É impressionante o contorcionismo político do ex-prefeito de Salvador e presidente nacional do Democratas, ACM Neto, para não vincular sua imagem a Bolsonaro.

O presidente nacional do DEM comandou pessoalmente o “cavalo de pau” na eleição da Mesa da Câmara dos Deputados, quando o partido abandonou a candidatura de Baleia Rossi (MDB-SP), construída por Maia e comprometida com a independência do legislativo, para apoiar Arthur Lira (PP-AL), candidato oficial do Planalto, apoiado por Bolsonaro, que derramou milhões de reais em emendas e prometeu fazer uma reforma administrativa, abrindo mais espaço para o centrão em troca de votos.

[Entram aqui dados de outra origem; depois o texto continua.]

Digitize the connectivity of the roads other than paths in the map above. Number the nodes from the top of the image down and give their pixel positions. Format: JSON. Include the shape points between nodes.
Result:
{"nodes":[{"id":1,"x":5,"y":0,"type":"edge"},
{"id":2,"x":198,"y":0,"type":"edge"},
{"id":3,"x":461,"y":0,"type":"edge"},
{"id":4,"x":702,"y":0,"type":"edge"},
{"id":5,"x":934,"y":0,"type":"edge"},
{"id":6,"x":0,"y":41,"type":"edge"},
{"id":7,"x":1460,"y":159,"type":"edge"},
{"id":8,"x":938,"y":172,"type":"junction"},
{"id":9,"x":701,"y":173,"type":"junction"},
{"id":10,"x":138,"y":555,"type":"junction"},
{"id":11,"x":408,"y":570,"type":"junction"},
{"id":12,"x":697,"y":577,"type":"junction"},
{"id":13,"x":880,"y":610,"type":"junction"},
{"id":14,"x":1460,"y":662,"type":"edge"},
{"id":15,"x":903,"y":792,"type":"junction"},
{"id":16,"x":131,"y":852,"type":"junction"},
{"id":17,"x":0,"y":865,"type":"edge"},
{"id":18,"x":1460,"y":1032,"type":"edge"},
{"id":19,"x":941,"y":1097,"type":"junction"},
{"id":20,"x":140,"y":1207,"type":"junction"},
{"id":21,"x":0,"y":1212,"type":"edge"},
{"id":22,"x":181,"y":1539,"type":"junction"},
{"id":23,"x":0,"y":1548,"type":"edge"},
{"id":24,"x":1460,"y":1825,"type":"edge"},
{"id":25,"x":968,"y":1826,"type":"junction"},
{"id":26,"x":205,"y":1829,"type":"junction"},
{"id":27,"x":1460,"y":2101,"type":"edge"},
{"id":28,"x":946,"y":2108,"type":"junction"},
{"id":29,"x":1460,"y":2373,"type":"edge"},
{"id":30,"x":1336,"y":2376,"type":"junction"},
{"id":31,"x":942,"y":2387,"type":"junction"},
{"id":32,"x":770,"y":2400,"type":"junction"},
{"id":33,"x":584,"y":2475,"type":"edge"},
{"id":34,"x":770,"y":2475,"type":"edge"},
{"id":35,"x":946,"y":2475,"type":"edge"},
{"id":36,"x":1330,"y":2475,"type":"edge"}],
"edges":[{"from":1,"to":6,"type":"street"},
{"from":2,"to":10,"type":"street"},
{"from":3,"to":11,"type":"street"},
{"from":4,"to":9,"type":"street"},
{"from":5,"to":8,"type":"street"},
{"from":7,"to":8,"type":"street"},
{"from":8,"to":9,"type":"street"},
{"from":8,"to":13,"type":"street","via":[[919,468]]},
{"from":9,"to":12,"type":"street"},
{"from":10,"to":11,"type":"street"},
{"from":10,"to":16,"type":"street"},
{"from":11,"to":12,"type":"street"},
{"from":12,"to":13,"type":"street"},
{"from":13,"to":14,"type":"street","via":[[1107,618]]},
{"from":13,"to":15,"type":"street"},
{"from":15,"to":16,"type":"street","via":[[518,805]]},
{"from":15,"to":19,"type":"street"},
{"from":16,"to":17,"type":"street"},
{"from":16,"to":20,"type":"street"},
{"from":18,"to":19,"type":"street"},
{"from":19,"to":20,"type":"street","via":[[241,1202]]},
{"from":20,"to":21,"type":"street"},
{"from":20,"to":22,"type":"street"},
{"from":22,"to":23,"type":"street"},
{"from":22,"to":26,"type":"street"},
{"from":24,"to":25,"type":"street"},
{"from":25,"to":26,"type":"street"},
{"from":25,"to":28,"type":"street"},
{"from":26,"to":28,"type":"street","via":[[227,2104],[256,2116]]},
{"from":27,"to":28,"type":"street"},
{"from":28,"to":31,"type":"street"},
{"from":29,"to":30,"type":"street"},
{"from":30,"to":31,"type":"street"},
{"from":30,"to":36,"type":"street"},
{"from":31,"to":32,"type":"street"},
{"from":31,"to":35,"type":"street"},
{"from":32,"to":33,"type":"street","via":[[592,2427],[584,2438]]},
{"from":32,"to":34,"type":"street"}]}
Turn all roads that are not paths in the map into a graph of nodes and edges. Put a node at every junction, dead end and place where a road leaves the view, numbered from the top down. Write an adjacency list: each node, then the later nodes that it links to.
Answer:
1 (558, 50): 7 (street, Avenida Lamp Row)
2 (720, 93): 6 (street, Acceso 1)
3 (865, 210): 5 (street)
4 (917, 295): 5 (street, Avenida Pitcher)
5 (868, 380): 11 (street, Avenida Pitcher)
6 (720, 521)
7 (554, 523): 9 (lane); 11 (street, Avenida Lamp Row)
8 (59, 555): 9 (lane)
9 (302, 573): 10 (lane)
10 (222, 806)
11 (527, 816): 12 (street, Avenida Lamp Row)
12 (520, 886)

Nem bem o “defunto esfriou”, ou seja, menos de 15 dias da eleição da Mesa Diretora, realizada no dia 1º de fevereiro, o Planalto faz o movimento de promover Onyx Lorenzoni (DEM-RS) do Ministério da Cidadania para a Secretaria-Geral da Presidência. Lembrando que o mesmo, além de coordenar a transição, ocupou o Ministério da Casa Civil, entre janeiro de 2019 e fevereiro de 2020, quando passou a ocupar o Ministério da Cidadania.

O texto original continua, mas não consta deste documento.